▶ [Exercise prompt] For this exercise, copy out each line of the material below that includes "中正路二段".

▶ [Data listing]
=== Section Start ===

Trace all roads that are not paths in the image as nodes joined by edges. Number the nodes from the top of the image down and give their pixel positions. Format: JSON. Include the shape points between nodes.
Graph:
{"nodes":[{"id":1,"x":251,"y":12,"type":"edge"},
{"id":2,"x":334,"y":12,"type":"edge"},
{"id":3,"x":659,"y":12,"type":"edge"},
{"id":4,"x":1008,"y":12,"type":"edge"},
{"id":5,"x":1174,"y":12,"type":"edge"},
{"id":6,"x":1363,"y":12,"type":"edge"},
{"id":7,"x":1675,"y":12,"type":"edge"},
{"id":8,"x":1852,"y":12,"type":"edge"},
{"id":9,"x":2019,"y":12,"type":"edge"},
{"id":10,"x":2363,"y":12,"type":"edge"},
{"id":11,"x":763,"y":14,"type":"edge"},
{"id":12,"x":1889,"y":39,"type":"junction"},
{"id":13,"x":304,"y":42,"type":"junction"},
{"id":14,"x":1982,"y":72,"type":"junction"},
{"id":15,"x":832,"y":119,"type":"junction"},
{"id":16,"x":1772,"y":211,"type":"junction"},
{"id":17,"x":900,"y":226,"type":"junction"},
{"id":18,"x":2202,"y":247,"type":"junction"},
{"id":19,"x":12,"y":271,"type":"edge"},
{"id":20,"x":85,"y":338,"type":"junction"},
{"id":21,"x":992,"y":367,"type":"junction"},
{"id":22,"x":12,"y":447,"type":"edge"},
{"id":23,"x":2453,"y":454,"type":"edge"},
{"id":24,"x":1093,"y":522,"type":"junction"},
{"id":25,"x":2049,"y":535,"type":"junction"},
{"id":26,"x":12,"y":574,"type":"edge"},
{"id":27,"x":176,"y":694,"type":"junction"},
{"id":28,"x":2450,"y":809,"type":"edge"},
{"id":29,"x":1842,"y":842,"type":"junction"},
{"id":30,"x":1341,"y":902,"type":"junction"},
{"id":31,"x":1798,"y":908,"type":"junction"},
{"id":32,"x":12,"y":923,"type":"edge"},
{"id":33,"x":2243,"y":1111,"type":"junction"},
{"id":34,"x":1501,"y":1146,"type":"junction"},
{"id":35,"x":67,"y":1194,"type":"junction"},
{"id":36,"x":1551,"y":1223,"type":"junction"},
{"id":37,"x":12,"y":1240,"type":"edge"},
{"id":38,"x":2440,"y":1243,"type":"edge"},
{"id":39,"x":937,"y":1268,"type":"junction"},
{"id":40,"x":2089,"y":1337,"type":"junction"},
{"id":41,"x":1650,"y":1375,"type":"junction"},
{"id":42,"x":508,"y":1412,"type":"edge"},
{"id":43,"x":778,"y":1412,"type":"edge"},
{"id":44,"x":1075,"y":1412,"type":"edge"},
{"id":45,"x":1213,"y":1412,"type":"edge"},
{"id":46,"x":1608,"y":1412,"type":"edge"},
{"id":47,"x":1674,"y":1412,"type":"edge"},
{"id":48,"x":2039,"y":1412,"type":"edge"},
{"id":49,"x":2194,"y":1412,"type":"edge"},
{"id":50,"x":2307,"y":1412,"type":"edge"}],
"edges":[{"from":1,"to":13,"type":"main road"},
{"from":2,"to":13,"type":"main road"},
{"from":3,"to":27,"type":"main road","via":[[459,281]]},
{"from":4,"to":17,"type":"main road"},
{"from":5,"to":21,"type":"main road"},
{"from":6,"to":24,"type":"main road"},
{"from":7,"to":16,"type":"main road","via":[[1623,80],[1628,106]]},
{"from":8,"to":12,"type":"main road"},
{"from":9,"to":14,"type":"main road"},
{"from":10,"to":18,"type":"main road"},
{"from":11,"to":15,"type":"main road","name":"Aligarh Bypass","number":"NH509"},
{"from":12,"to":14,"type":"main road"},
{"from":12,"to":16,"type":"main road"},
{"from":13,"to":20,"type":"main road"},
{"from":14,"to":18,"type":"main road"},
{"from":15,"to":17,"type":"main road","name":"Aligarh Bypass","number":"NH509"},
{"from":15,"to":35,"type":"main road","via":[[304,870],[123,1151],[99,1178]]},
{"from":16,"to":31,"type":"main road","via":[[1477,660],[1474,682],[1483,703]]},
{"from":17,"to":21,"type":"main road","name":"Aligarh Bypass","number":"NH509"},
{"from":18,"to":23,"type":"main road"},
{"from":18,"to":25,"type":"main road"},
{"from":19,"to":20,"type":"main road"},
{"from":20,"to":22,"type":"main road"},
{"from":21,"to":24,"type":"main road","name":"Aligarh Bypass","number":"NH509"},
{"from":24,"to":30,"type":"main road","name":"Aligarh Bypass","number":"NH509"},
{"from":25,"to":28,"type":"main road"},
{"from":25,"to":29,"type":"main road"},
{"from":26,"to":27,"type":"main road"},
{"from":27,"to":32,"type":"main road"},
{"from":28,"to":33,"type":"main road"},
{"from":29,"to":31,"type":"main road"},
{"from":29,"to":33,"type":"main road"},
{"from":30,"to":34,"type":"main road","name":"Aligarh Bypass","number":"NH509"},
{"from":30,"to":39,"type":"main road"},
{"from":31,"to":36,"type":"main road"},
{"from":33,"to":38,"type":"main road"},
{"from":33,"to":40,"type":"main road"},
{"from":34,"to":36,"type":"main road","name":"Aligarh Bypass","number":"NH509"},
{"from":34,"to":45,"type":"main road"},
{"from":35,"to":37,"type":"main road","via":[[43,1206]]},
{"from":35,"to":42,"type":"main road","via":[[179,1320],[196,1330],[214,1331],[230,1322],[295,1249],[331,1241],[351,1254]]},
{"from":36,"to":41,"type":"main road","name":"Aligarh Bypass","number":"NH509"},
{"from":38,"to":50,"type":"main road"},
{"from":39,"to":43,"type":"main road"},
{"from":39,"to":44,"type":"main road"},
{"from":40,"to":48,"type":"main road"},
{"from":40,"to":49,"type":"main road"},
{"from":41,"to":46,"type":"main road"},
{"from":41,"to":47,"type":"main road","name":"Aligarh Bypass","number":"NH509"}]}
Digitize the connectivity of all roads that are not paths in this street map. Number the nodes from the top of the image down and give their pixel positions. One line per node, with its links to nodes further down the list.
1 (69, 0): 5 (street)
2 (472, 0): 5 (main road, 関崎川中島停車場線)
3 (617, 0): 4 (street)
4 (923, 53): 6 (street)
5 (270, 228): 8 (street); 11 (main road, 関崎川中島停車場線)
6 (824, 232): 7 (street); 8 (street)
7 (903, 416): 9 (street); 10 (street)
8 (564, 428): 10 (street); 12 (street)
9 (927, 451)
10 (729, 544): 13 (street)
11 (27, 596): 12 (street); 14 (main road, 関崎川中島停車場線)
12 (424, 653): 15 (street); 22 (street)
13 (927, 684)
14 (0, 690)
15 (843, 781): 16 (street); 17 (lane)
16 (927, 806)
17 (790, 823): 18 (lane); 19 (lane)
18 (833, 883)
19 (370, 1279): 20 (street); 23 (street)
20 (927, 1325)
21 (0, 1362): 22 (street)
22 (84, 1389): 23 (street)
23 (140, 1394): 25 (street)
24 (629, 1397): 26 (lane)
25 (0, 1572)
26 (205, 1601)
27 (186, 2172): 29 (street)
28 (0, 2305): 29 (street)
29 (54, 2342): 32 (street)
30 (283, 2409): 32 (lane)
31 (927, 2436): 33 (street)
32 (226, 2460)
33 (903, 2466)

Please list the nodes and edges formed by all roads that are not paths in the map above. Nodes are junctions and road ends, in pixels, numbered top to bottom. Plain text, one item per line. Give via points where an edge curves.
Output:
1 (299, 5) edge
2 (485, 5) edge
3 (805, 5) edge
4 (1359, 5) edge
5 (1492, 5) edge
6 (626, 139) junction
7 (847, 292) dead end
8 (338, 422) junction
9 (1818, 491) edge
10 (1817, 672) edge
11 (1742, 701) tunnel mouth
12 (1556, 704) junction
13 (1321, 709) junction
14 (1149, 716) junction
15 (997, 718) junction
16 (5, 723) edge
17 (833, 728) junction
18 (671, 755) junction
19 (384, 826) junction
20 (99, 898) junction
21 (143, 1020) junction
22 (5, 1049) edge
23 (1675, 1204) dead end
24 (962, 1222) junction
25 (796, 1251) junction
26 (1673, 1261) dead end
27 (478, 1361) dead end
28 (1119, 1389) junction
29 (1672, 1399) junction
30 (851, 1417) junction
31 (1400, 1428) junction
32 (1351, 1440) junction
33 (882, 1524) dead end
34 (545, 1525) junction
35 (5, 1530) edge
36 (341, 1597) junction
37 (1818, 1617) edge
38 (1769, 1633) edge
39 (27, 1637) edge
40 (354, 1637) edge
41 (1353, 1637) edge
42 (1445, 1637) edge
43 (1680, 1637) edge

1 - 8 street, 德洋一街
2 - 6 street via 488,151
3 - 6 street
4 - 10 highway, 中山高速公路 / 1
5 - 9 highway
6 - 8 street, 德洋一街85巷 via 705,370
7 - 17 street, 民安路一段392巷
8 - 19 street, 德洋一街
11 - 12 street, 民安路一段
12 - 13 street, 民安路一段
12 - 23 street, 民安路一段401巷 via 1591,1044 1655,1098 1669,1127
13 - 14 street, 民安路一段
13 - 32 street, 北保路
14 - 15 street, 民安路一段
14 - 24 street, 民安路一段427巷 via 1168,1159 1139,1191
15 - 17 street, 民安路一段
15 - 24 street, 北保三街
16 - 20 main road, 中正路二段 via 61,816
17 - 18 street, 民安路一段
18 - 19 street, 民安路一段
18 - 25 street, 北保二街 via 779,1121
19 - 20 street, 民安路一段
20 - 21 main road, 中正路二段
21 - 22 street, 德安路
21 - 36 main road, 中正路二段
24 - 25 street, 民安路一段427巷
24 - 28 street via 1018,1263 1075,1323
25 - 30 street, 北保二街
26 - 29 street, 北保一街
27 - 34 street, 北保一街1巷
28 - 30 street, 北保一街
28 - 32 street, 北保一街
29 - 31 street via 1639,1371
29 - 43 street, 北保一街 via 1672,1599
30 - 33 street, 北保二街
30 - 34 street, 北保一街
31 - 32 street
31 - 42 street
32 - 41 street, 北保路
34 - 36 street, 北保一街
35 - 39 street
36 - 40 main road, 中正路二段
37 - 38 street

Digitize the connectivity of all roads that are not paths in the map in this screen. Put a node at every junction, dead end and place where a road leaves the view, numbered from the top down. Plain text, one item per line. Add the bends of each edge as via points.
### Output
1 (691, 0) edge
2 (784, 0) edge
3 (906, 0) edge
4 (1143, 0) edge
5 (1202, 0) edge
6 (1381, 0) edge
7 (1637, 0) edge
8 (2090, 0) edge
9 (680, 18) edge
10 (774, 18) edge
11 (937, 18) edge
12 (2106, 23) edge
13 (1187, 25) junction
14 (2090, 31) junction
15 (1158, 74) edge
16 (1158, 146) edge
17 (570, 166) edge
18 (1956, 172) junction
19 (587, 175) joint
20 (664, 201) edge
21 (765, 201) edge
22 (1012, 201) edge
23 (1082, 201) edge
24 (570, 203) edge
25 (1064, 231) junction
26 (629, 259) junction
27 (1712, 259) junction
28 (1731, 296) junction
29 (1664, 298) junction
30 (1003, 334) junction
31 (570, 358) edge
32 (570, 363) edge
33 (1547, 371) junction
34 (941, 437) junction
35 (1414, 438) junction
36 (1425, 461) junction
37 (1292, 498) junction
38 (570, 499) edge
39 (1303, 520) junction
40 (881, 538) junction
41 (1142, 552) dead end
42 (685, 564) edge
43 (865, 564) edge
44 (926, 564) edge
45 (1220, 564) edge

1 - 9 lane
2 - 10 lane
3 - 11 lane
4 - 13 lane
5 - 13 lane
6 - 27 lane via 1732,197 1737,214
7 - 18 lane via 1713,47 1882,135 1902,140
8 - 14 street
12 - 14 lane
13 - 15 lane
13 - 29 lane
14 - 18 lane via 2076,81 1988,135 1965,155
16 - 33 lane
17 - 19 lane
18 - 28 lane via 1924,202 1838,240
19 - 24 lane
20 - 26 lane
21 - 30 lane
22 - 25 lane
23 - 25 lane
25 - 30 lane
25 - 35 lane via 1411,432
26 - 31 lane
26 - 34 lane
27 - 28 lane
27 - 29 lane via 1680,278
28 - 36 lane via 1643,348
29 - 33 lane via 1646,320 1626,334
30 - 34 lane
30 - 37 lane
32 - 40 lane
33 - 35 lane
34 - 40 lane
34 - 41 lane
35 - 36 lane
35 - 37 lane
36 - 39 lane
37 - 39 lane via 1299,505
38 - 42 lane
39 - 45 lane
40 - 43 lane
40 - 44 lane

=== Section End ===

▶ [Answer space]
16 - 20 main road, 中正路二段 via 61,816
20 - 21 main road, 中正路二段
21 - 36 main road, 中正路二段
36 - 40 main road, 中正路二段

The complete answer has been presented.